The conditions that saved the divorce
The Supreme Court could have set aside the divorce decree entirely. Instead, it chose to sustain it—but on stringent conditions. This is where the judgment becomes a practical guide for family law practitioners.
The Court directed the husband to pay an additional Rs. 10 lakhs over and above the Rs. 20 lakhs already paid. This additional amount would carry interest at 7% per annum from 3 August 2006—the date of the first divorce decree. The total interest arrears were to be paid in three equal installments within six months. The entire additional payment had to be made within three months.

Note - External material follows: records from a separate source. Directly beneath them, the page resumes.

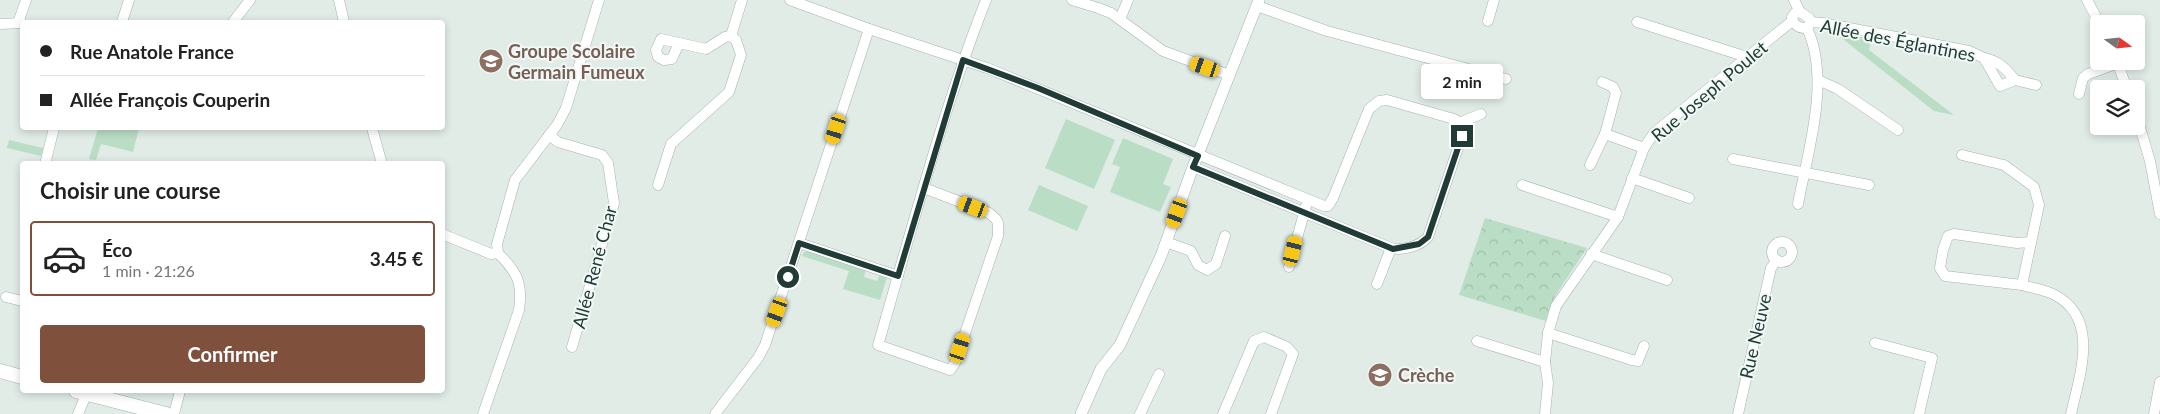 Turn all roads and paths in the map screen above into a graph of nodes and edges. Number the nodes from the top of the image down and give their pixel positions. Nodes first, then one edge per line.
1 (26, 0) edge
2 (129, 0) edge
3 (250, 0) edge
4 (339, 0) edge
5 (742, 0) edge
6 (790, 0) edge
7 (986, 0) edge
8 (1072, 0) edge
9 (1128, 0) edge
10 (1494, 0) edge
11 (1794, 0) edge
12 (2087, 0) edge
13 (599, 1) edge
14 (1258, 3) edge
15 (1800, 12) junction
16 (2095, 15) edge
17 (1120, 19) junction
18 (21, 20) edge
19 (123, 20) edge
20 (234, 20) edge
21 (344, 20) edge
22 (1488, 21) dead end
23 (1792, 21) junction
24 (1637, 22) dead end
25 (20, 23) edge
26 (0, 24) edge
27 (1809, 25) junction
28 (869, 29) junction
29 (732, 36) junction
30 (679, 43) dead end
31 (1747, 57) junction
32 (1984, 58) junction
33 (963, 60) junction
34 (2098, 70) edge
35 (1229, 75) junction
36 (1506, 79) dead end
37 (1818, 80) junction
38 (2015, 80) junction
39 (1602, 82) dead end
40 (2036, 85) dead end
41 (2079, 94) dead end
42 (1482, 114) dead end
43 (1461, 122) junction
44 (54, 130) edge
45 (373, 130) edge
46 (1898, 130) dead end
47 (1605, 134) junction
48 (549, 135) junction
49 (2142, 135) edge
50 (1644, 148) junction
51 (1962, 155) dead end
52 (1198, 156) junction
53 (1734, 159) dead end
54 (46, 161) edge
55 (381, 161) edge
56 (1590, 165) dead end
57 (1193, 167) junction
58 (1804, 173) junction
59 (1632, 178) junction
60 (658, 185) dead end
61 (1522, 185) dead end
62 (1870, 185) dead end
63 (924, 188) junction
64 (1688, 198) dead end
65 (1308, 200) junction
66 (1798, 204) dead end
67 (1303, 212) junction
68 (2160, 214) edge
69 (1618, 217) junction
70 (445, 235) edge
71 (1225, 236) dead end
72 (1166, 242) junction
73 (2030, 242) junction
74 (799, 243) junction
75 (1391, 248) junction
76 (498, 254) junction
77 (1591, 254) junction
78 (1776, 260) dead end
79 (1289, 267) dead end
80 (898, 276) junction
81 (1667, 280) dead end
82 (1377, 284) dead end
83 (2022, 285) junction
84 (6, 296) dead end
85 (20, 300) edge
86 (1548, 333) junction
87 (1477, 340) dead end
88 (1875, 343) dead end
89 (1644, 346) dead end
90 (572, 347) dead end
91 (1545, 362) junction
92 (0, 371) edge
93 (1159, 374) dead end
94 (20, 376) edge
95 (2160, 382) edge
96 (81, 393) edge
97 (179, 393) edge
98 (78, 414) edge
99 (166, 414) edge
100 (174, 414) edge
101 (483, 414) edge
102 (714, 414) edge
103 (1081, 414) edge
104 (1140, 414) edge
105 (1223, 414) edge
106 (1271, 414) edge
107 (1544, 414) edge
108 (1738, 414) edge
109 (1919, 414) edge
110 (2071, 414) edge
111 (2154, 414) edge

1 - 18 street
2 - 19 street
3 - 20 street
4 - 21 street
5 - 29 street
6 - 28 street
7 - 33 street
8 - 17 street
9 - 17 street
10 - 22 street
11 - 15 street
12 - 16 street
13 - 48 street
14 - 35 street
14 - 36 street
15 - 23 street
15 - 27 street
17 - 35 street
23 - 27 street
23 - 31 street, Rue Joseph Poulet
24 - 31 street
25 - 26 street
27 - 32 street, Allée des Églantines
27 - 37 street
28 - 33 street
28 - 74 street
29 - 30 street
29 - 60 street
31 - 50 street, Rue Joseph Poulet
32 - 38 street, Allée des Églantines
32 - 38 street, Allée des Églantines
33 - 52 street
33 - 63 street
34 - 41 street
35 - 52 street
37 - 46 street
37 - 58 street
38 - 40 street, Allée des Églantines
39 - 47 street
42 - 43 street
43 - 65 street
43 - 75 street
44 - 54 street
45 - 55 street
47 - 50 street
47 - 56 street
48 - 76 street
48 - 90 street, Allée René Char
49 - 68 street
50 - 59 street, Rue Joseph Poulet
51 - 73 street
52 - 57 street
52 - 65 street
53 - 58 street
57 - 67 street
57 - 72 street
58 - 62 street
58 - 66 street
59 - 64 street
59 - 69 street, Rue Joseph Poulet
61 - 69 street
63 - 80 street
63 - 80 street
65 - 67 street
67 - 75 street
67 - 79 street
69 - 77 street, Rue Joseph Poulet
70 - 76 street
71 - 72 street
72 - 103 street
73 - 83 street
73 - 83 street
74 - 80 street
74 - 102 street
75 - 82 street
76 - 101 street
77 - 81 street
77 - 86 street, Rue Joseph Poulet
78 - 108 street, Rue Neuve
83 - 110 street
84 - 85 street
86 - 89 street
86 - 91 street, Rue Joseph Poulet
87 - 91 street
88 - 109 street
91 - 107 street, Rue Joseph Poulet
92 - 94 main road
93 - 104 street
95 - 111 street
96 - 98 street
96 - 99 main road
97 - 100 street
105 - 106 street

But the financial relief did not stop there. The Court declared that the house jointly occupied by the wife, her mother-in-law, and the son would be their exclusive property. The husband would have no claim over it and could not interfere with their possession. The son was granted preferential ownership rights in any other immovable property of the husband, irrespective of any transfer of title. And here is the crucial part: the Court created a deemed first preferential charge over the husband’s immovable property for arrears of maintenance. This means that if the husband fails to pay, the wife and son can enforce their claim against his property as a secured creditor.
The Court also directed that non-compliance with these conditions would result in the divorce decree being deemed set aside and null and void. The Family Court was directed to take coercive action for non-payment.

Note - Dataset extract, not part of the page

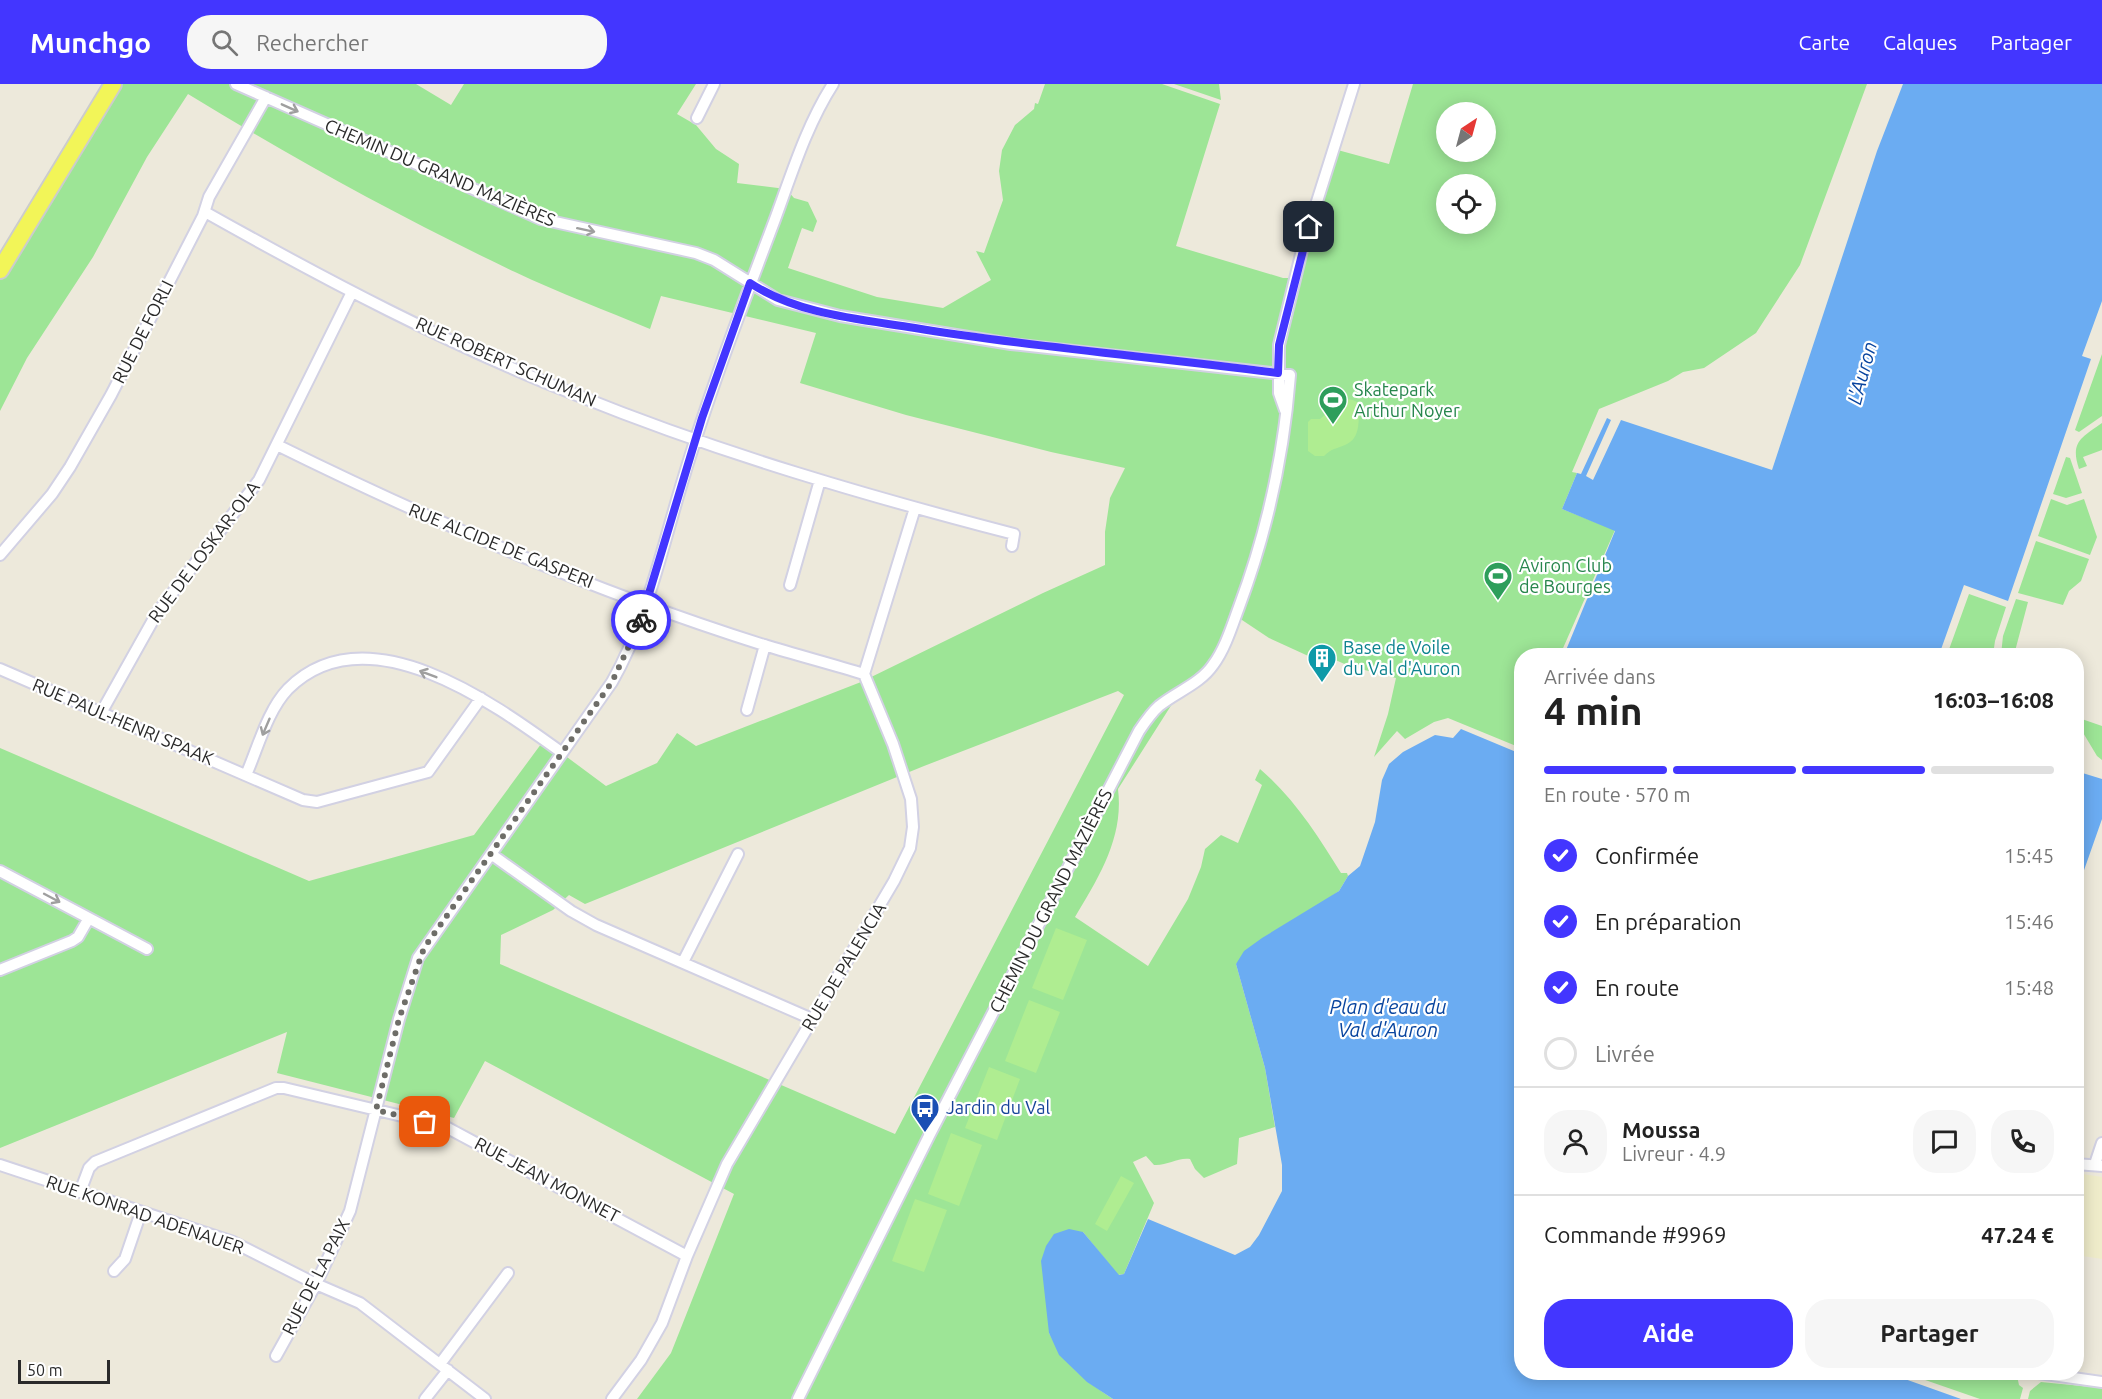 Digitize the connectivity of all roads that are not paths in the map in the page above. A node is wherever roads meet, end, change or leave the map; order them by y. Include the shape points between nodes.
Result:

The child’s right that cannot be bargained away
One of the most significant aspects of the judgment is the Court’s recognition of the child’s indefeasible right to maintenance. The Bench held that a child has an enforceable right to seek maintenance and adequate amounts towards school and higher education. Where the father has failed to discharge this obligation, there shall always be a deemed first preferential charge of arrears of such claim over the father’s immovable property.
This is a powerful tool for practitioners. It means that even if a divorce decree is silent on the child’s maintenance, the child can still enforce a claim against the father’s property. The deemed charge operates automatically. The father cannot sell or transfer the property to defeat the claim.
What this means for your practice
For advocates handling family law matters, this judgment offers several actionable points. First, never assume that a High Court can reduce alimony without a cross-appeal. If the other side does not challenge the quantum, the appellate court cannot reduce it on its own. Second, when representing a wife who has been deserted, document every instance of the husband’s failure to maintain. The Supreme Court placed great weight on the husband’s desertion and non-maintenance. Third, use the child’s right to maintenance as a separate and independent claim. The deemed charge over property is a powerful enforcement mechanism.
For CFOs and founders, the judgment is a reminder that matrimonial disputes can have significant financial consequences. The Court’s direction to create a deemed first preferential charge over immovable property means that a husband’s assets can be tied up for years. The interest running from 2006—nearly two decades—shows that delay does not reduce liability; it increases it.
The bottom line
The Supreme Court allowed the appeal, sustained the divorce conditionally, and enhanced the wife’s financial relief to include an additional Rs. 10 lakhs with 7% interest from 2006, exclusive rights over the matrimonial home, and a deemed first preferential charge over the husband’s property for maintenance arrears—with the entire divorce decree becoming null and void if the husband fails to comply.